Synthèse : La préface du «Mariage de Figaro» de Beaumarchais, véritable manifeste dramaturgique, théorise un théâtre engagé, socialement utile et novateur. L’auteur y défend une esthétique fondée sur la «disconvenance sociale», source de «situations fortes» et de conflits dramatiques. Il légitime son approche en s’appuyant sur l’exemple tragique, conférant à la comédie une gravité nouvelle.
Beaumarchais distingue les «travers» éphémères des «vices» permanents, justifiant ainsi la mission du dramaturge : «arracher le masque» social.
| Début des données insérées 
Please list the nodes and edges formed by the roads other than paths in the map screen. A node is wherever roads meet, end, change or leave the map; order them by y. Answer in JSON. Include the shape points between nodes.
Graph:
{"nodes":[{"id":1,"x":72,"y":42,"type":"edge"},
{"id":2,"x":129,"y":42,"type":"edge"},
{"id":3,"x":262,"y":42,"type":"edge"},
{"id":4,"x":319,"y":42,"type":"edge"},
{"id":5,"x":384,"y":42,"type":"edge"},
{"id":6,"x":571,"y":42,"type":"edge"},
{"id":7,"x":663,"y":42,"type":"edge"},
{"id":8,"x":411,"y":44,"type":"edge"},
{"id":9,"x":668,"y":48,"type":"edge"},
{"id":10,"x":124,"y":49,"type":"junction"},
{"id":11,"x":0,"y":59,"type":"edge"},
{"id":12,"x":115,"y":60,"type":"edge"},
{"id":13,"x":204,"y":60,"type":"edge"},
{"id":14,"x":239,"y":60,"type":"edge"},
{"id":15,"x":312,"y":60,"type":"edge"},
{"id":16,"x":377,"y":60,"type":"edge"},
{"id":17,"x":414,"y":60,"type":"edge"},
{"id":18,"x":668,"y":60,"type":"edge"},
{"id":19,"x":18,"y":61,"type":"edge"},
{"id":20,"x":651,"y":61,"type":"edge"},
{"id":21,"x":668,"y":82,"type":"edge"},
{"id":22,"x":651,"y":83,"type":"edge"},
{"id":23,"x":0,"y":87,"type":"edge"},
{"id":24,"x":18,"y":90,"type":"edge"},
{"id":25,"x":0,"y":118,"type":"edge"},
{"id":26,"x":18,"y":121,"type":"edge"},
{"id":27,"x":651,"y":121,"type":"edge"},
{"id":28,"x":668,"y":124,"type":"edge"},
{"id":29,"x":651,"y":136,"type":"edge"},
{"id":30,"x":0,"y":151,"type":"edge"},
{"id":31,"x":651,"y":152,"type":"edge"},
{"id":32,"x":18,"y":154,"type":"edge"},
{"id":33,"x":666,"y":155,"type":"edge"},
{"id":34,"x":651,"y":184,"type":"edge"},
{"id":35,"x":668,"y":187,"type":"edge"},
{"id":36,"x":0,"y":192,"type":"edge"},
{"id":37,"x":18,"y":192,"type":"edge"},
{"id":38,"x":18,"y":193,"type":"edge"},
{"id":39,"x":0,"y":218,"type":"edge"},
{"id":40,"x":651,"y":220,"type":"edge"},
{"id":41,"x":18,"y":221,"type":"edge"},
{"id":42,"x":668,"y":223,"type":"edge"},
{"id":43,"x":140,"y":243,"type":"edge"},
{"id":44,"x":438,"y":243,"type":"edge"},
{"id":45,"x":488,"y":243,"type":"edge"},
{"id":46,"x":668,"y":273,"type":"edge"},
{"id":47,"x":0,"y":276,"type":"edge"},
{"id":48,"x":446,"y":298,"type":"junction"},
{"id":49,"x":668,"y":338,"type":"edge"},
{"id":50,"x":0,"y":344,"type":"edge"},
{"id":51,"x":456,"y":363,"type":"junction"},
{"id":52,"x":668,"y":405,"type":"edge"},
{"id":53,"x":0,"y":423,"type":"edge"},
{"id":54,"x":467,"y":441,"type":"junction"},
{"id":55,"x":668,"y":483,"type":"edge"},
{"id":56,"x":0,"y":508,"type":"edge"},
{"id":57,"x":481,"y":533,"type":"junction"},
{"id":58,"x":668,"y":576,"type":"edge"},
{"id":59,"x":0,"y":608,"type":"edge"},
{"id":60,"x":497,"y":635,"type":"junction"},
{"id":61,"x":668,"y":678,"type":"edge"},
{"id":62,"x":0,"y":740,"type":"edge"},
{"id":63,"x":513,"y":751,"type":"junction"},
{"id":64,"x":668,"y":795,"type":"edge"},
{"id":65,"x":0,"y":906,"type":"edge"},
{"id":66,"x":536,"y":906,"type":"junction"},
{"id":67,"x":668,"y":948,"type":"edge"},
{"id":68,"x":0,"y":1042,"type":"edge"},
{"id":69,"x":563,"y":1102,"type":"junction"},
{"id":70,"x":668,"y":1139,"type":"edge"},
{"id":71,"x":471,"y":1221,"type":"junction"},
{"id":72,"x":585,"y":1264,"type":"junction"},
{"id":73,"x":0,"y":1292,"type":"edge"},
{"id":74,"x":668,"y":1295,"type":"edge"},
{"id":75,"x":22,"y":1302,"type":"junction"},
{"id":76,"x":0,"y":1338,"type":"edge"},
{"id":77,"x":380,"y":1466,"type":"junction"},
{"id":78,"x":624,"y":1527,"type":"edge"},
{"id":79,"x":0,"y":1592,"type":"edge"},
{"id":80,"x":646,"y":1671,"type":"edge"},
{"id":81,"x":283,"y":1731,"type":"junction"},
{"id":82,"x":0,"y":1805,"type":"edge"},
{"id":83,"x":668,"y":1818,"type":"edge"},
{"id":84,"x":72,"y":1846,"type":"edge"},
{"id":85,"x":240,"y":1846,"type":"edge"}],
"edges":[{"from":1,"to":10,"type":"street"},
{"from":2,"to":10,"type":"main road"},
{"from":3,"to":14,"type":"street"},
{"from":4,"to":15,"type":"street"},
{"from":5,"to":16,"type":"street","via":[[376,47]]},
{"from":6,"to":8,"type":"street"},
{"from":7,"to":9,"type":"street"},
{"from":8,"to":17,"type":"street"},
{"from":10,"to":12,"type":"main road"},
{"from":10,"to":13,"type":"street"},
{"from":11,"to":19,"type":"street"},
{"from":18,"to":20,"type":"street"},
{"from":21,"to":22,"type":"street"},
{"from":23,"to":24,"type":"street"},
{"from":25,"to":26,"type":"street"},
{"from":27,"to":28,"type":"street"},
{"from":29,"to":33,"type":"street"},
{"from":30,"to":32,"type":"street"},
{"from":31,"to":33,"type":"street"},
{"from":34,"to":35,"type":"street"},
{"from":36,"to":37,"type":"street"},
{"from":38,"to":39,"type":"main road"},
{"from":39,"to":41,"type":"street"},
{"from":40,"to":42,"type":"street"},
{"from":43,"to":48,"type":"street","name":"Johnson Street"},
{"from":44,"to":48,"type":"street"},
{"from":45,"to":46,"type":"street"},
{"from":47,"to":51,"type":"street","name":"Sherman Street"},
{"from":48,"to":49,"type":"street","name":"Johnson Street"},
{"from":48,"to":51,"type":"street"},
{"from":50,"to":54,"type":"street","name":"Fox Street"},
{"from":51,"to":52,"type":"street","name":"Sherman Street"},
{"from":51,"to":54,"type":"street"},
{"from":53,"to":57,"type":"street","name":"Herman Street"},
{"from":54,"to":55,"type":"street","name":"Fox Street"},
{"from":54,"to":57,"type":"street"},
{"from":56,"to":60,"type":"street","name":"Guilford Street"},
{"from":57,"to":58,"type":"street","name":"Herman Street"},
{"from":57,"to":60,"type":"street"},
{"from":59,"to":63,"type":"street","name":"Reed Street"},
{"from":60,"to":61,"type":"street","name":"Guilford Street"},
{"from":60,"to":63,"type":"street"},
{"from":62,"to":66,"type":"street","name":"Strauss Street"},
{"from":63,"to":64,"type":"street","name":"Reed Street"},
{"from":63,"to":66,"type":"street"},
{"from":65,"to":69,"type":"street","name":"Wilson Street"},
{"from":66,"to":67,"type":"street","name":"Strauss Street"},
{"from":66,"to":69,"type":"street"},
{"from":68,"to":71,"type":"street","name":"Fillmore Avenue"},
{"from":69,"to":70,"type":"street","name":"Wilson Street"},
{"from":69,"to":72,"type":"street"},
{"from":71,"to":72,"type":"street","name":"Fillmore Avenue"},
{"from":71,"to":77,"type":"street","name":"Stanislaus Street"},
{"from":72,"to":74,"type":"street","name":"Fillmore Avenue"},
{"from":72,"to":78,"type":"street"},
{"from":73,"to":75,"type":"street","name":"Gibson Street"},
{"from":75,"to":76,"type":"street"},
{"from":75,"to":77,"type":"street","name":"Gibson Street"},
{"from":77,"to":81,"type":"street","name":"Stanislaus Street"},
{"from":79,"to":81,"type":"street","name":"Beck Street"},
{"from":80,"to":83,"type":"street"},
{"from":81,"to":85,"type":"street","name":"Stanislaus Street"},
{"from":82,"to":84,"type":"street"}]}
Il inscrit cette fonction dans une tradition philosophique, soulignant la nécessité de moraliser, que ce soit «en riant» ou «en pleurant». L'auteur définit ensuite une «comédie utile et véridique», rejetant l’art de complaisance au profit d’une révélation du réel, seule capable de corriger les hommes.
Enfin, Beaumarchais distingue la «critique générale» de la «satire personnelle», révélant une tension entre l’audace critique et la prudence politique. Ce texte préfigure ainsi un théâtre moderne, un laboratoire social où le rire devient une arme incisive, plaçant l’art au cœur des enjeux sociopolitiques.